Он глянул обеспокоенно:

— А ты как вообще себя чувствуешь?

— Слабость есть пока, но она пройдет.

Он тронул меня за лицо, заглянул в глаза, пытаясь прочесть мысли, наверное.

— Хотелось бы мне знать, что за чертовщина с тобой творится.

Я бестрепетно ответила на его взгляд:

— Мне бы тоже хотелось.

Это его вроде как удивило, потому что он моргнул и убрал руку.

— Я вытащу графа Дракулу из мешка, пока ты будешь чирикать с Дольфом.

У меня чуть сгорбились плечи, и я стала следить, чтобы держаться прямо. Перспектива разговора с Дольфом меня не радовала. Зебровски пошел привести Жан-Клода, Натэниела я оставила беседовать с довольно симпатичной полицейской, а сама пошла в кабинет к Дольфу.

Он стоял у дверей как небольших размеров гора. Шесть футов восемь дюймов, сложение профессионального борца. Темные волосы подстрижены ежиком, торчат голые уши. Костюм отглажен, галстук завязан безупречно. Он уже наверняка отпахал сегодня не менее восьми часов, но выглядит как новенький.

Он посмотрел на меня очень внимательно:

— Я рад, что ты жива.

— Спасибо, я тоже.

Он махнул рукой и повел меня по коридору в сторону от кабинета, от столов, к камерам для допроса. Наверное, хотел поговорить наедине — в уединении, которого не обеспечивали даже стеклянные окна его кабинета. У меня засосало под ложечкой, и пробежала внутри тоненькая струйка страха. Дольфа я боялась не так, как боялась бы одичавшего оборотня или вампира, которого надо убить. Он физического вреда мне не нанесет. Но я боялась этой крутой линии плеч, пристального холодного взгляда, которым он оглянулся, проверяя, что я иду за ним.

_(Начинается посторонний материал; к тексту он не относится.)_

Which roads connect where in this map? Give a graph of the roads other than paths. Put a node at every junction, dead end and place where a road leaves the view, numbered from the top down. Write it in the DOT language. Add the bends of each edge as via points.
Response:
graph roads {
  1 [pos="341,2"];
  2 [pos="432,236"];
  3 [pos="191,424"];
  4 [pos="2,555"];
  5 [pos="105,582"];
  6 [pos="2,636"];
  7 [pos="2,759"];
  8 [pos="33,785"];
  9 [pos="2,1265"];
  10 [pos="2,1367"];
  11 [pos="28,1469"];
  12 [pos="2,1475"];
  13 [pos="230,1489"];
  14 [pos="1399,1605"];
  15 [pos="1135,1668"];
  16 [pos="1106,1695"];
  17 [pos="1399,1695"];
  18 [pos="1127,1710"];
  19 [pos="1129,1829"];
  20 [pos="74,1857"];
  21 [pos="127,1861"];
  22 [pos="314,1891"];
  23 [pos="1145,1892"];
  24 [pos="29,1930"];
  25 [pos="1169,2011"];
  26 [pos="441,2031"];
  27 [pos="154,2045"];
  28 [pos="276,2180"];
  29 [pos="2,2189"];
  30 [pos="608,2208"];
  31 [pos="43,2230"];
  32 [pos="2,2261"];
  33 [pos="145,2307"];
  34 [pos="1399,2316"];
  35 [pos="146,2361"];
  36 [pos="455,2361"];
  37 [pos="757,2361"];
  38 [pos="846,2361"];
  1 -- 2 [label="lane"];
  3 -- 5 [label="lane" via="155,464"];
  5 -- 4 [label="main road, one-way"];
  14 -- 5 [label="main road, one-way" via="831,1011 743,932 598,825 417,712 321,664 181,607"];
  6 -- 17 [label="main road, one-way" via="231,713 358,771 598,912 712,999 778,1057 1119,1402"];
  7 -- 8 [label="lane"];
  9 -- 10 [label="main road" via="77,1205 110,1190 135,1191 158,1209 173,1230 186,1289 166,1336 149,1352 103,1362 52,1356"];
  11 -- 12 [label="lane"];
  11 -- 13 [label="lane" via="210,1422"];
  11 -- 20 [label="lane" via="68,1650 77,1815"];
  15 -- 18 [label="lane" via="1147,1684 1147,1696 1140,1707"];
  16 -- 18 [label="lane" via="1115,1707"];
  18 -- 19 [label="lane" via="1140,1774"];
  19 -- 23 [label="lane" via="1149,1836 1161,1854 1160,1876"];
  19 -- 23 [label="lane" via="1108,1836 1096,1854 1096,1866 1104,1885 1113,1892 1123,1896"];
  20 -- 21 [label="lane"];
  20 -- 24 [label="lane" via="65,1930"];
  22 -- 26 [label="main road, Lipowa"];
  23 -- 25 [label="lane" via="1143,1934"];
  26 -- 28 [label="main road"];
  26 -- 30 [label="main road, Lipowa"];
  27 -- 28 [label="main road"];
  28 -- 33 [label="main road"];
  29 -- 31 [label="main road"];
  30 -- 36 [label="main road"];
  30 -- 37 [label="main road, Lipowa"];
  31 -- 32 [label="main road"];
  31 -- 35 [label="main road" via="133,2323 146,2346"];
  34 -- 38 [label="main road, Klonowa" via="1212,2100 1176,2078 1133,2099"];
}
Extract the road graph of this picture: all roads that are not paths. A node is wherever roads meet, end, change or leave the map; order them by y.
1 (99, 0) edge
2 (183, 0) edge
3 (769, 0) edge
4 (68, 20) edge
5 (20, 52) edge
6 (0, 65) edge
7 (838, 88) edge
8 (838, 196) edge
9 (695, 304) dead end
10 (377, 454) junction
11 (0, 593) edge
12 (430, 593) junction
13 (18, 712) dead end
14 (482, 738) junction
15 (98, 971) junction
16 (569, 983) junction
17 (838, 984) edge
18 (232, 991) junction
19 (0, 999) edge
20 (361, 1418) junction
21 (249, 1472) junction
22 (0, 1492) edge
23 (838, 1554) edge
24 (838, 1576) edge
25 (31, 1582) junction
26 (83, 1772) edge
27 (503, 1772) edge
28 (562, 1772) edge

Я ощущала, насколько он зол, почти как энергию оборотня. Чем заслужила я такой гнев?

Дольф придержал для меня дверь, и я протиснулась мимо его туши.

— Садись, — сказал он, закрывая за нами дверь.

— Спасибо, я постою. Мне хочется забрать Жан-Клода до рассвета.

— Я слыхал, что вы с ним больше не встречаетесь.

— Он был задержан без предъявления обвинения по подозрению в том, что убил меня. Я жива, так что мне хотелось бы его забрать.

Дольф смотрел на меня такими холодными и непроницаемыми глазами, какими смотрел обычно на свидетеля — не подозреваемого, — который не слишком ему нравится.

— У Жан-Клода чертовски хороший адвокат. Как вы смогли продержать его семьдесят два часа без предъявления обвинения?

— Ты — сокровище города. Я всем сказал, что он тебя убил, и мне помогли на время его потерять.

— Черт побери, Дольф, тебе повезло, что не попался слишком ревностный служака и не сунул его в камеру с окном.

— Да, не повезло.

Я уставилась на него, не зная, что сказать.

— Дольф, я жива. Он меня не трогал.

— А кто?

Тут уж моя очередь пришла смотреть непроницаемыми глазами копа.

Он подошел ко мне, навис надо мной. Запугать меня ростом он не пытался — знал, что это все равно не выйдет. Просто он такой здоровенный. Взяв меня за подбородок, он попытался повернуть мне голову в сторону. Я выдернулась.

— У тебя на шее шрамы, которых неделю назад не было. Блестящие, недавно зажившие. Откуда?

— Ты поверишь, что я не знаю?

— Нет.

— Как хочешь.

— Покажи шрамы.

Я убрала волосы в сторону и позволила ему пальцем провести по зажившей ране.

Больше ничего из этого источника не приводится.